Ce chiffre se retrouve pour la descendance, où pareillement on aura seulement un quart des animaux transgéniques, au maximum, portant la modification recherchée.

À cela s’ajoute que ce sont des mères porteuses qui sont employées, étant fécondées artificiellement après la modification génétique du produit d’une reproduction d’animaux normaux. Ce processus est présenté ainsi de manière « neutralisée » dans « Les animaleries pour animaux transgéniques : législation et agrément en France » (Centre de Recherche Pierre Fabre, Service de Zootechnie) :

« Pour l’obtention d’animaux transgéniques, il existe quatre étapes essentielles quel que soit la technique de transgénèse choisie : l’introduction d’une séquence d’ADN dans un embryon, puis l’implantation de cet embryon dans l’utérus d’une femelle pseudo-gestante, suite à quoi la première génération d’animaux est obtenue (il est alors nécessaire de détecter par diverses méthodes les animaux effectivement transgéniques) et finalement, une lignée transgénique qualifiée de «pure» est obtenue par croisements. »

Chaque animal transgénique implique une série de meurtres pour arriver à sa « production », à chaque étape, et cela de bout en bout.

Tout ce processus, outre une série de sélection et d’élimination, implique également des prélèvements tissulaires, cellulaires, etc.

De plus, les « chercheurs » n’ont aucune idée de l’impact futur des modifications faites, aussi minimes qu’elles soient. Les conséquences indirectes potentielles sont innombrables, mais cela n’est bien entendu pas vu car l’animal est ici lui-même une expérience ciblée. Sa dignité comme réalité totale est niée.

Le processus est d’ailleurs sans fin, car la « recherche » pour la « recherche » implique de jouer toujours plus les docteurs Frankenstein pour produire de nouveaux animaux transgéniques, l’un des buts étant notamment le développement d’organes artificiels. Les animaux seraient alors le support d’organes « équivalents » à ceux des humains sur lesquels l’expérimentation aura lieu.

Libération de chats d’un laboratoire au Texas

Il y a également la quête d’organismes vivants modifiés génétiquement qui pourraient intégrer la production pour l’alimentation humaine, ou encore la formation d’animaux transgéniques servant de « bioréacteurs » produisant des formes chimiques utiles : l’utilisation des animaux est totalement au service du mode de production capitaliste et de sa logique d’accumulation.

On a pour cette raison la contradiction entre la compétition concurrentielle et la course au monopole, la contradiction entre la dispersion et la centralisation. Il y a en effet une tendance à la normalisation de la production des animaux transgéniques (principalement les souris et les mouches du vinaigre encore appelées drosophiles, mais également les vers nématodes, les poissons zèbres).

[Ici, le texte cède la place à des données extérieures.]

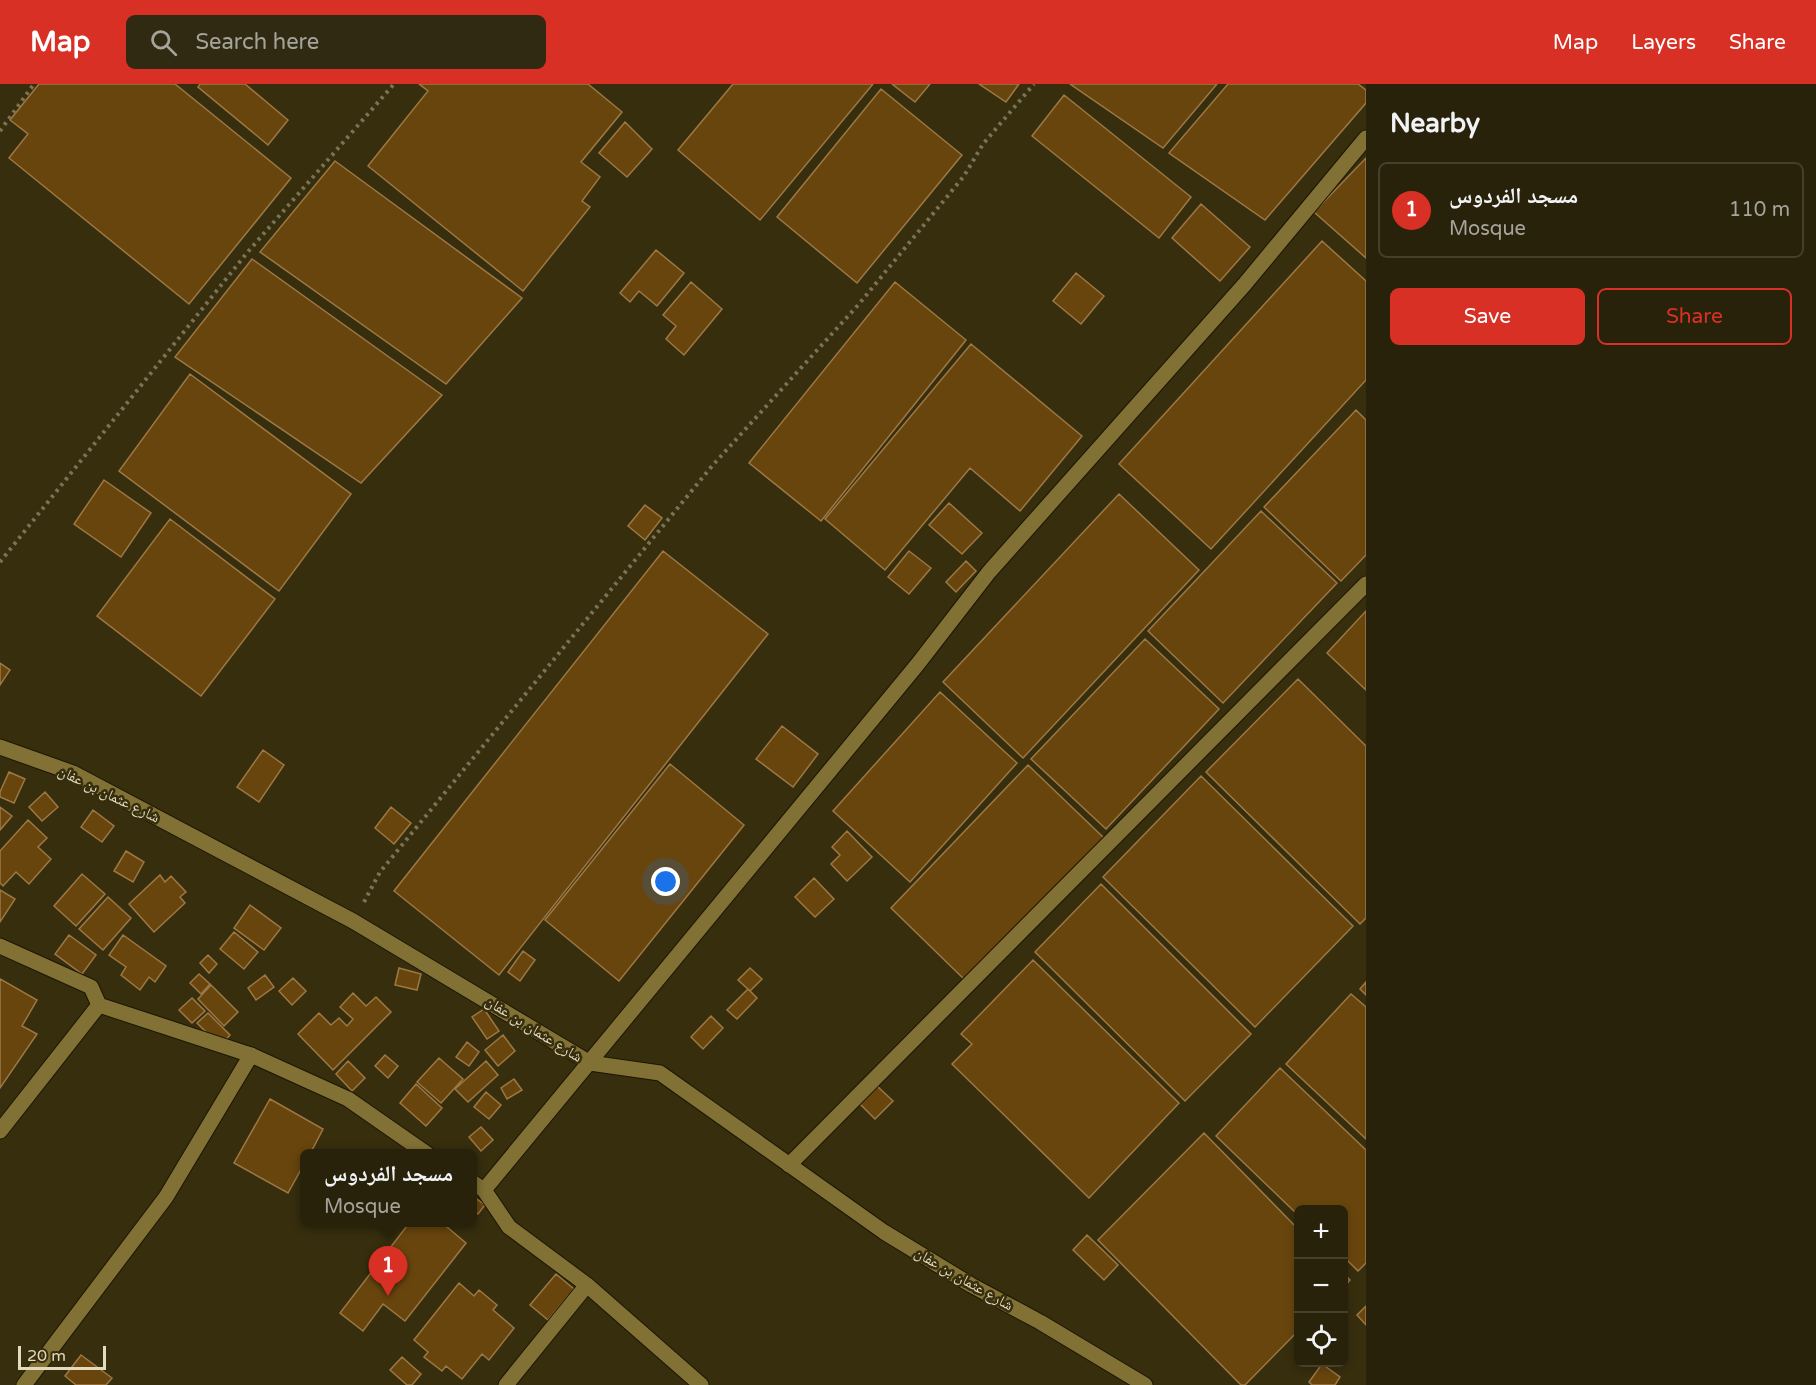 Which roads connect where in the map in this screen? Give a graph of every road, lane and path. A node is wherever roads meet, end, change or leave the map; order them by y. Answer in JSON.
{"nodes":[{"id":1,"x":34,"y":84,"type":"edge"},
{"id":2,"x":394,"y":84,"type":"edge"},
{"id":3,"x":1034,"y":84,"type":"edge"},
{"id":4,"x":0,"y":131,"type":"edge"},
{"id":5,"x":1366,"y":138,"type":"edge"},
{"id":6,"x":0,"y":562,"type":"edge"},
{"id":7,"x":1366,"y":584,"type":"edge"},
{"id":8,"x":0,"y":747,"type":"edge"},
{"id":9,"x":354,"y":921,"type":"junction"},
{"id":10,"x":0,"y":946,"type":"edge"},
{"id":11,"x":99,"y":1005,"type":"junction"},
{"id":12,"x":251,"y":1055,"type":"junction"},
{"id":13,"x":590,"y":1063,"type":"junction"},
{"id":14,"x":0,"y":1131,"type":"edge"},
{"id":15,"x":420,"y":1149,"type":"edge"},
{"id":16,"x":789,"y":1165,"type":"junction"},
{"id":17,"x":478,"y":1186,"type":"edge"},
{"id":18,"x":587,"y":1284,"type":"junction"},
{"id":19,"x":24,"y":1385,"type":"edge"},
{"id":20,"x":506,"y":1385,"type":"edge"},
{"id":21,"x":701,"y":1385,"type":"edge"},
{"id":22,"x":1145,"y":1385,"type":"edge"}],
"edges":[{"from":1,"to":4,"type":"path"},
{"from":2,"to":6,"type":"path"},
{"from":3,"to":9,"type":"path"},
{"from":5,"to":13,"type":"street"},
{"from":7,"to":16,"type":"street"},
{"from":8,"to":9,"type":"street","name":"شارع عثمان بن عفان"},
{"from":9,"to":13,"type":"street","name":"شارع عثمان بن عفان"},
{"from":10,"to":11,"type":"street"},
{"from":11,"to":12,"type":"street"},
{"from":11,"to":14,"type":"street"},
{"from":12,"to":15,"type":"street"},
{"from":12,"to":19,"type":"street"},
{"from":13,"to":16,"type":"street","name":"شارع عثمان بن عفان"},
{"from":13,"to":17,"type":"street"},
{"from":16,"to":22,"type":"street","name":"شارع عثمان بن عفان"},
{"from":17,"to":18,"type":"street"},
{"from":18,"to":20,"type":"street"},
{"from":18,"to":21,"type":"street"}]}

Cette contradiction est explosive au sein de l’expérimentation animale qui, de plus, se fonde sur le principe du tout génétique et de l’invariabilité complète des données génétiques. Et comme le principe d’un monde « mathématisable », statique, composé d’éléments isolés et fixes, se heurte au réel et n’arrive à rien, cela amène une exigence d’encore plus de tests, avec un soutien monopolistique le cas échéant comme avec les animaux transgéniques.